All the dumb things

A cautionary tale in development

Elephants know right from wrong. Pak Lay, Laos. 1974

Posted by razzbuffnik on May 12, 2007

Not very many foreigners were visiting Pay Lay back in 1974 and why would they? The nearby Plain of Jars was inaccessible due to the civil war, so there was almost nothing worth seeing; it was and probably still is a sleepy postcolonial backwater.  Pak Lay is the sort of place travellers sometimes find themselves in, that provokes one of the great questions that one faces at some stage in their lives; that of “what the f#%k am I doing here?” Also the Pathet Lao with various rag tag elements of the government’s forces had been taking turns, holding at gunpoint, robbing or kidnapping likely targets that’d come down the Mekong from Luang Prabang on the local riverboats.

 So there I was walking down the street of dusty old and forgotten Pak Lay when I saw a guy on an elephant coming towards me.


 The mahout steered his behemoth the side of the road and parked it in front of a shop. He then dismounted and went inside to do some shopping.  On the sidewalk in front of the shop were woven palm frond mats with what looked like some kind of root similar in shape to ginger that had been laid out in the sun to dry.
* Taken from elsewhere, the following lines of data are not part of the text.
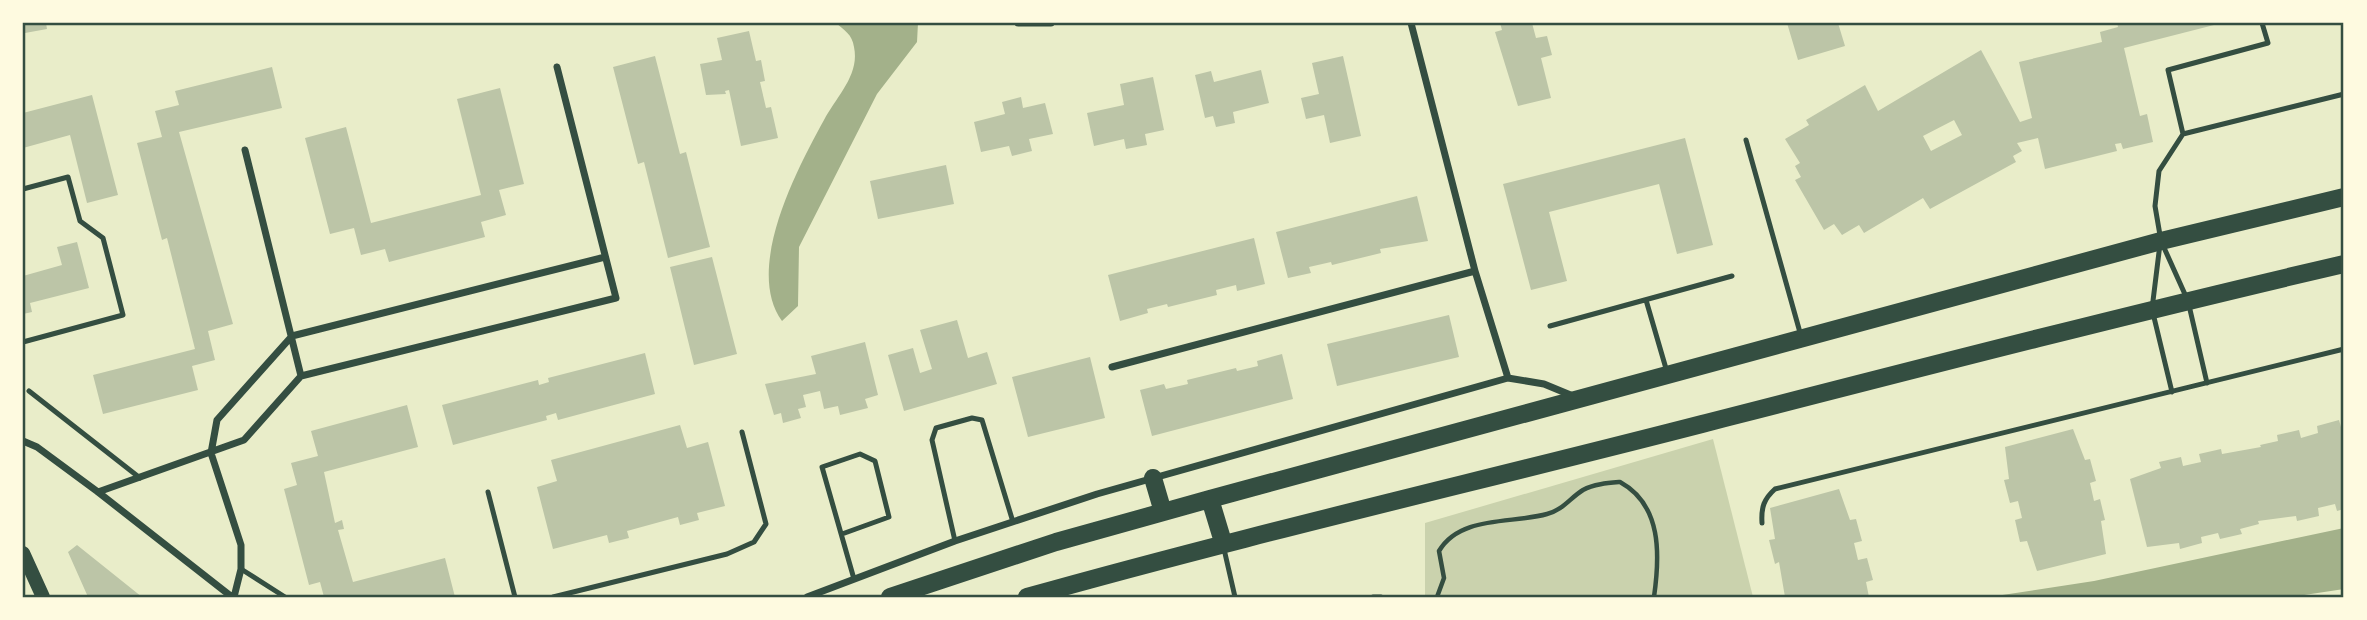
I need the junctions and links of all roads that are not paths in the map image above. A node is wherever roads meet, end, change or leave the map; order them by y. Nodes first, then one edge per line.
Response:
1 (1017, 23) edge
2 (1051, 23) edge
3 (1412, 23) edge
4 (2262, 23) edge
5 (557, 66) dead end
6 (2344, 94) edge
7 (2183, 134) junction
8 (1746, 141) dead end
9 (245, 150) dead end
10 (23, 189) edge
11 (2344, 197) edge
12 (2161, 241) junction
13 (606, 257) junction
14 (2344, 264) edge
15 (1475, 271) junction
16 (1732, 276) dead end
17 (1646, 300) junction
18 (2188, 301) junction
19 (2152, 309) junction
20 (1550, 326) dead end
21 (292, 336) junction
22 (1802, 339) junction
23 (23, 342) edge
24 (2344, 349) edge
25 (1112, 368) dead end
26 (1668, 375) junction
27 (301, 376) junction
28 (1508, 378) junction
29 (2207, 383) junction
30 (29, 391) dead end
31 (2172, 392) junction
32 (1580, 399) junction
33 (742, 432) dead end
34 (23, 441) edge
35 (211, 453) junction
36 (140, 478) junction
37 (1153, 478) junction
38 (98, 492) junction
39 (488, 492) dead end
40 (1210, 499) junction
41 (1163, 512) junction
42 (1013, 522) junction
43 (1762, 523) dead end
44 (842, 534) junction
45 (955, 541) junction
46 (1223, 542) junction
47 (23, 553) edge
48 (241, 569) junction
49 (854, 579) junction
50 (43, 597) edge
51 (233, 597) edge
52 (285, 597) edge
53 (515, 597) edge
54 (553, 597) edge
55 (807, 597) edge
56 (890, 597) edge
57 (1027, 597) edge
58 (1235, 597) edge
59 (1373, 597) edge
60 (1381, 597) edge

1 - 2 street
3 - 15 street
4 - 7 lane
5 - 13 street
6 - 7 lane
7 - 12 lane
8 - 22 lane
9 - 21 street
10 - 23 lane
11 - 12 main road
12 - 18 lane
12 - 19 lane
12 - 22 main road
13 - 21 street
13 - 27 street
14 - 18 main road
15 - 25 street
15 - 28 street
16 - 17 lane
17 - 20 lane
17 - 26 lane
18 - 19 main road
18 - 29 lane
19 - 31 lane
19 - 46 main road
21 - 27 street
21 - 35 street
22 - 26 main road
24 - 29 lane
26 - 32 main road
27 - 35 street
28 - 32 street
28 - 37 street
29 - 31 lane
30 - 36 lane
31 - 43 lane
32 - 40 main road
33 - 54 lane
34 - 38 street
35 - 36 street
35 - 48 street
36 - 38 street
37 - 41 main road
37 - 42 street
38 - 51 street
39 - 53 lane
40 - 41 main road
40 - 46 main road
41 - 56 main road
42 - 45 street
42 - 45 lane
44 - 44 lane
44 - 49 lane
45 - 49 street
46 - 57 main road
46 - 58 lane
47 - 50 main road
48 - 51 street
48 - 52 lane
49 - 55 street
59 - 60 lane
I watched as the elephant waited for the mahout to go out of eyesight and then with a quick look around the elephant started to move it’s truck slowly sideways, left and right near the drying roots in a very nonchalant way. The body language seemed to be saying, I’m just swinging my truck; I’m not doing anything bad; I’m not touching anything. After about a minute or so it quickly snatched up a root and ate it, then it returned to the; I’m not doing anything-wrong ruse.

The elephant went through the fake and snatch routine about five times until the storeowner noticed what was going on and started yelling at the elephant, which brought out the mahout with his stick. The elephant instantly flinched at the hullabaloo and stopped moving, bracing itself for a confrontation with the mahout. The mahout walked straight up to the elephant and gave it one sharp rap with his goad, right between the eyes and then barked some words at it.  The elephant just took its reprimand meekly and stood quietly in mute compliance. The mahout and storeowner went back into the store to finish their business.  After a few minutes the elephant did a quick look around and went through the same the fake and snatch routine again.

The Elephant knew that it shouldn’t be taking the roots but it did, when it knew it could, without getting into trouble. The pilfering stopped when the mahout came back out with the storeowner in tow, carrying his purchases in a rough basket. The mahout mounted the automatically keeling elephant, the elephant then stood up and reached for the basket of goods that the storeowner had in his arms, gently picked them up, raised them over its head and passed them to the mahout who then put the goods in the large basket behind him. The elephant knew the drill.


 I can remember thinking to myself at the time how cool it was to go shopping with an elephant.